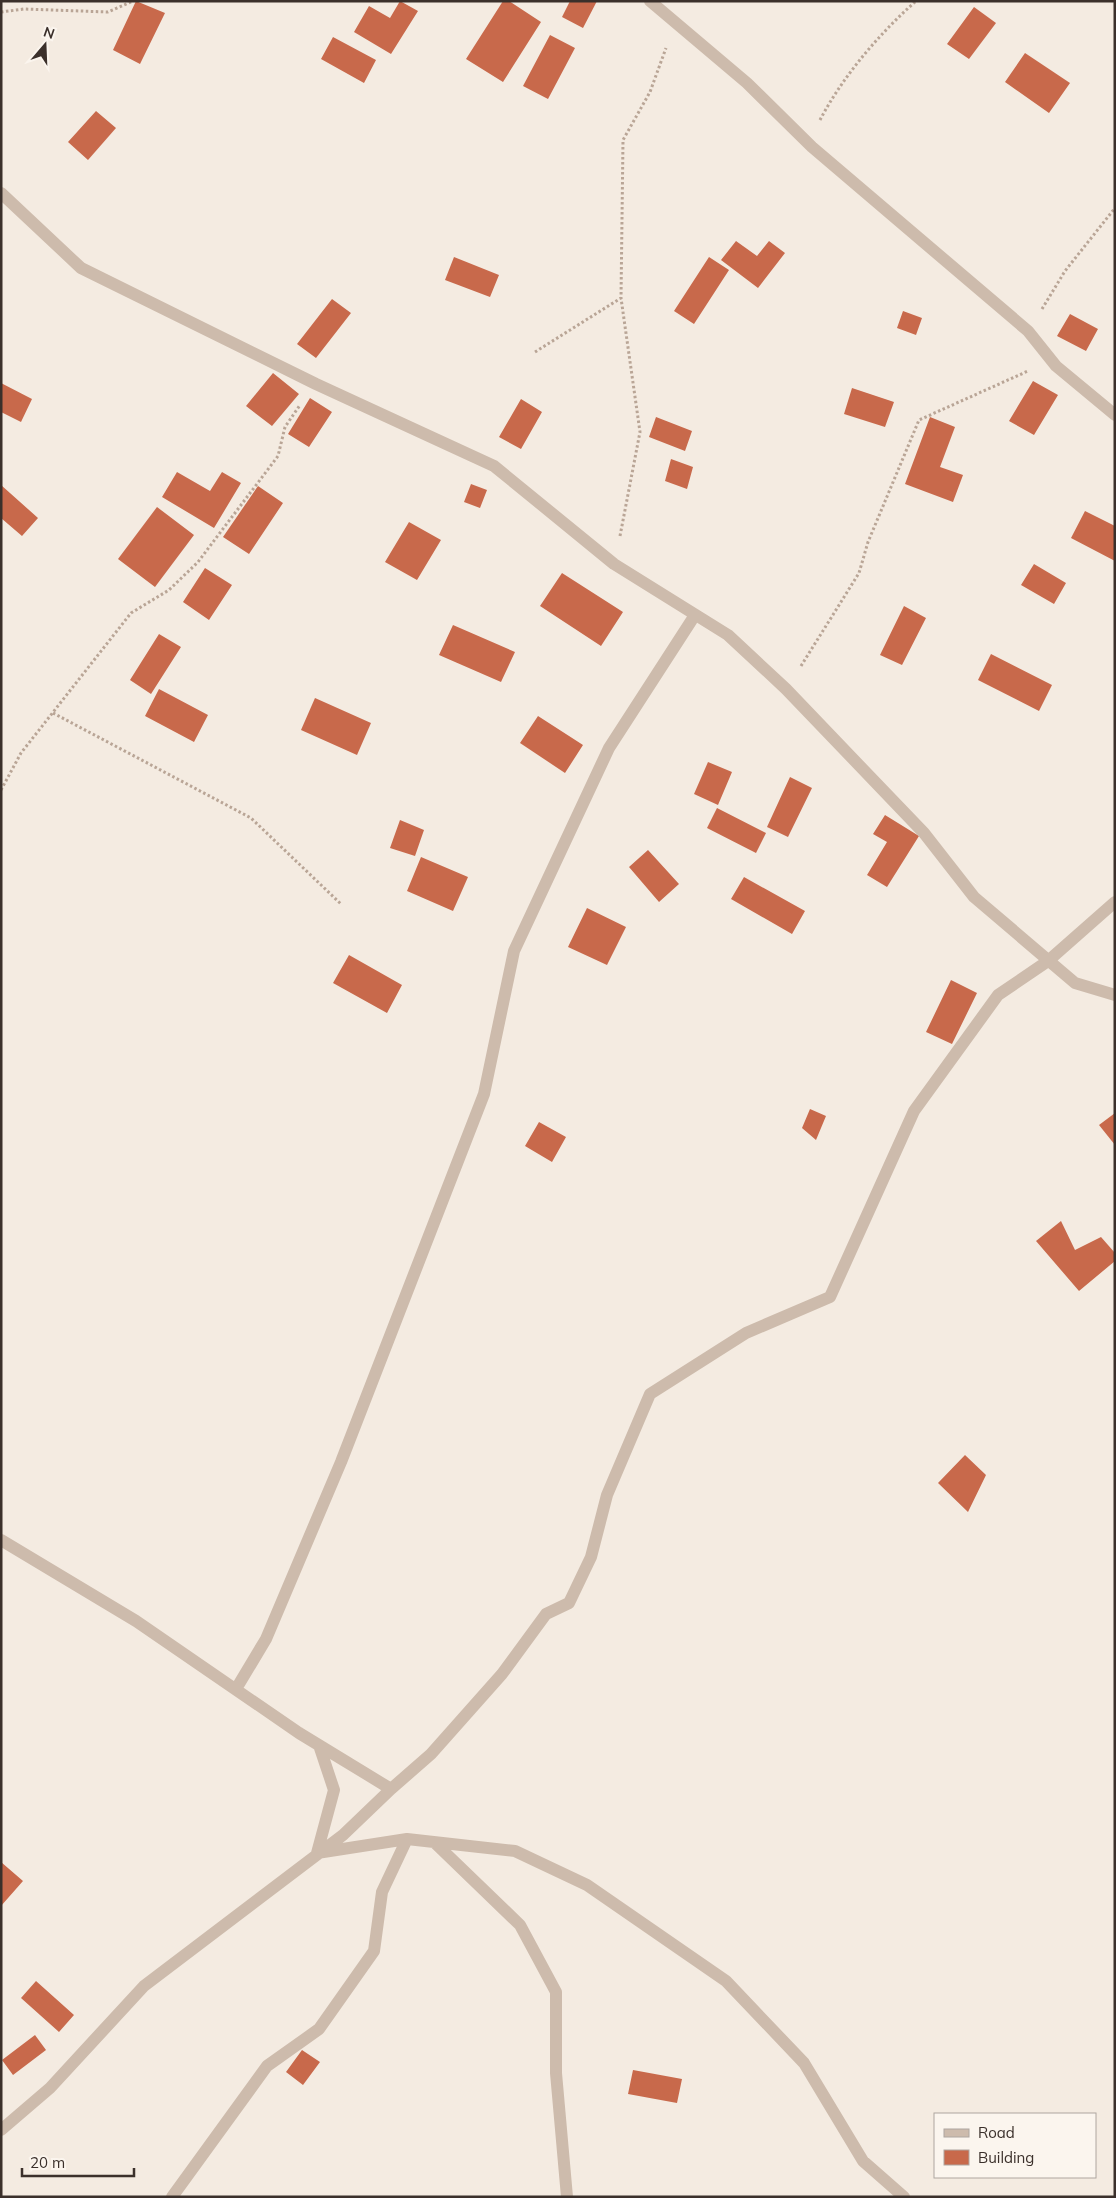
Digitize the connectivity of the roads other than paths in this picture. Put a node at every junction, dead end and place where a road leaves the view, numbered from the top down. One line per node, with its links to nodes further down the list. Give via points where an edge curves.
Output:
1 (650, 1): 3 (street, via 747,83 812,147 1028,331 1056,366)
2 (1, 193): 4 (street, via 81,268 316,384 494,466 614,564)
3 (1115, 416)
4 (695, 615): 6 (street, via 728,635 786,689 924,833 974,897); 9 (street, via 609,748 514,951 484,1094 341,1462 266,1640)
5 (1115, 902): 6 (street)
6 (1048, 961): 7 (street, via 1075,983); 11 (street, via 998,995 914,1111 830,1297 746,1333 650,1394 607,1495 591,1557 570,1603 546,1614 502,1674 431,1754)
7 (1115, 995)
8 (1, 1540): 9 (street, via 136,1621)
9 (236, 1689): 10 (street)
10 (319, 1745): 11 (street); 14 (street, via 334,1790)
11 (391, 1789): 14 (street)
12 (408, 1839): 13 (street); 14 (street); 16 (street, via 382,1892 374,1951 319,2029 267,2066)
13 (434, 1842): 17 (street, via 520,1925 556,1992 556,2073); 18 (street, via 516,1851 587,1885 726,1981 804,2063 863,2161)
14 (317, 1854): 15 (street, via 144,1986 50,2088)
15 (1, 2130)
16 (172, 2197)
17 (567, 2197)
18 (904, 2197)

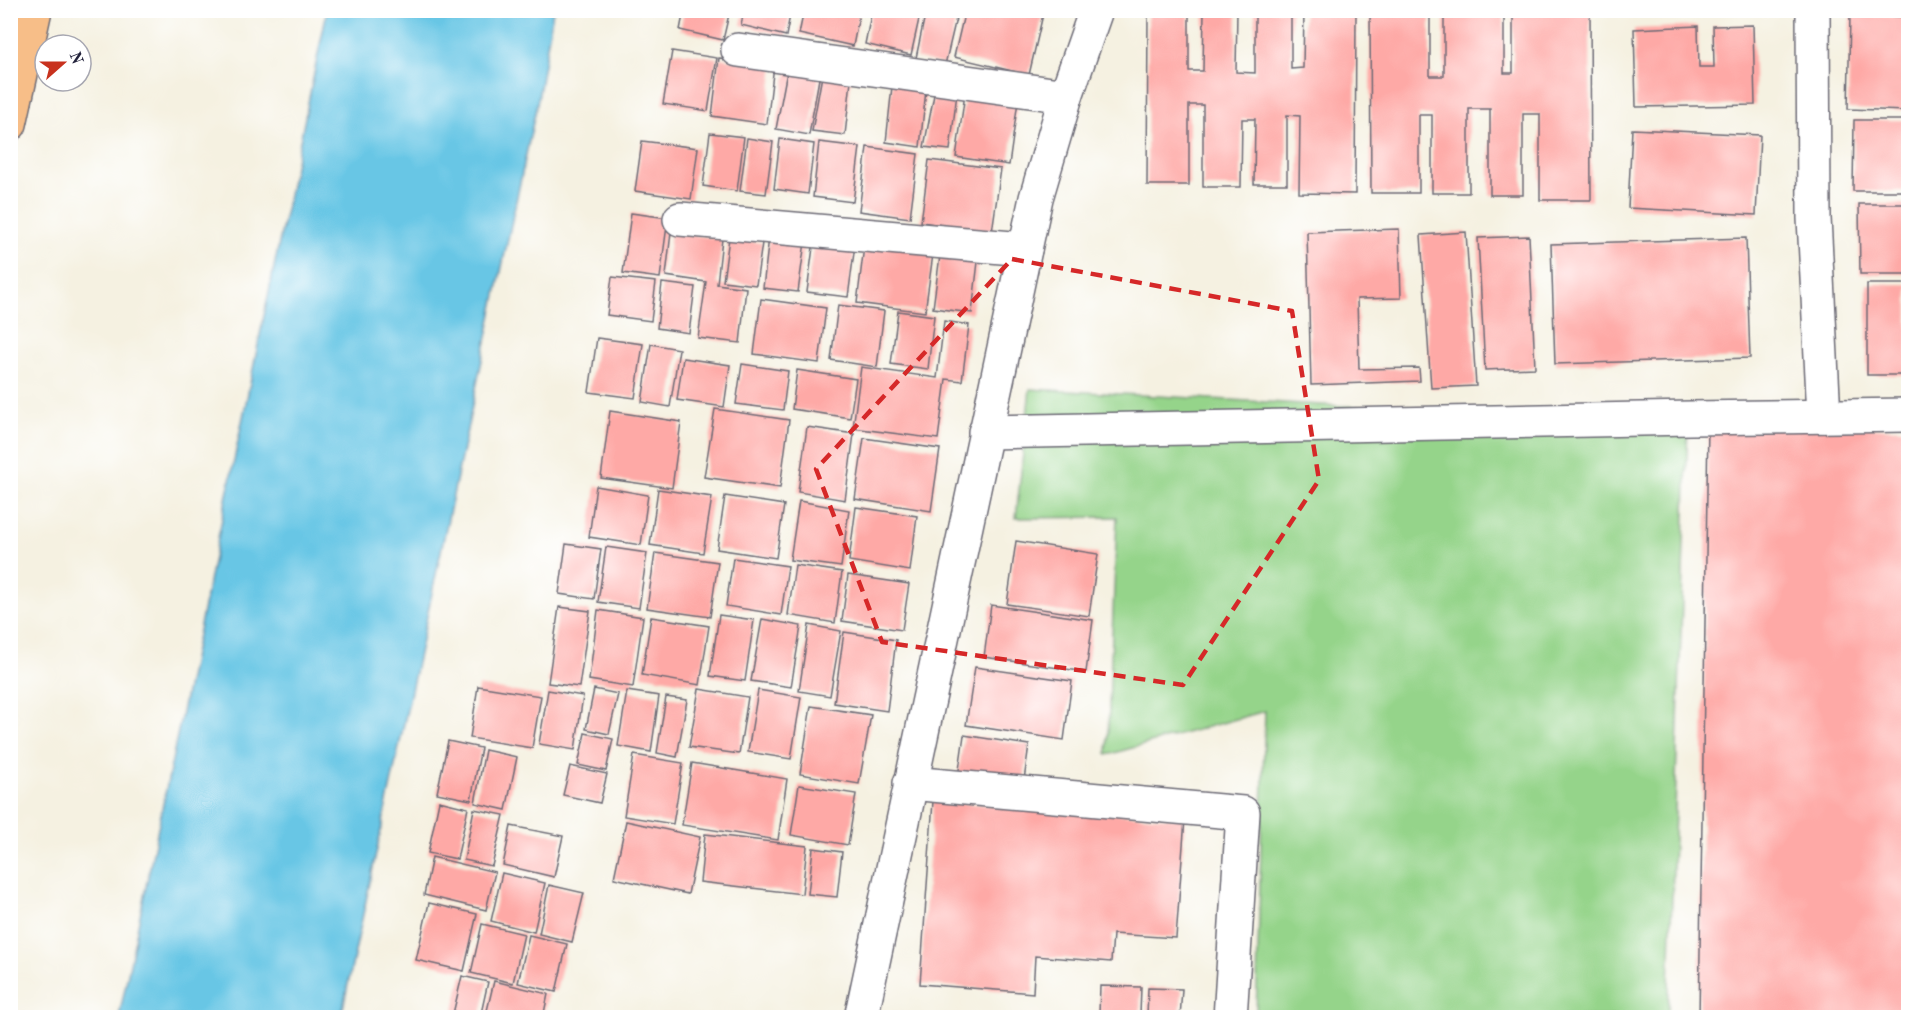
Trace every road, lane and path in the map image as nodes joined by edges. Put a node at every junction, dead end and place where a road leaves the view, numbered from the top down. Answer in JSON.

######

Could you copy each line in the listing above that includes the word "every"?

▸ Task output
Digitize the connectivity of the roads other than paths in this picture. Put a node at every junction, dead end and place where a road leaves the view, numbered from the top down. One line per node, with its links to nodes further down the list. Give via points where an edge curves.
Trace every road, lane and path in the map image as nodes joined by edges. Put a node at every junction, dead end and place where a road leaves the view, numbered from the top down. Answer in JSON.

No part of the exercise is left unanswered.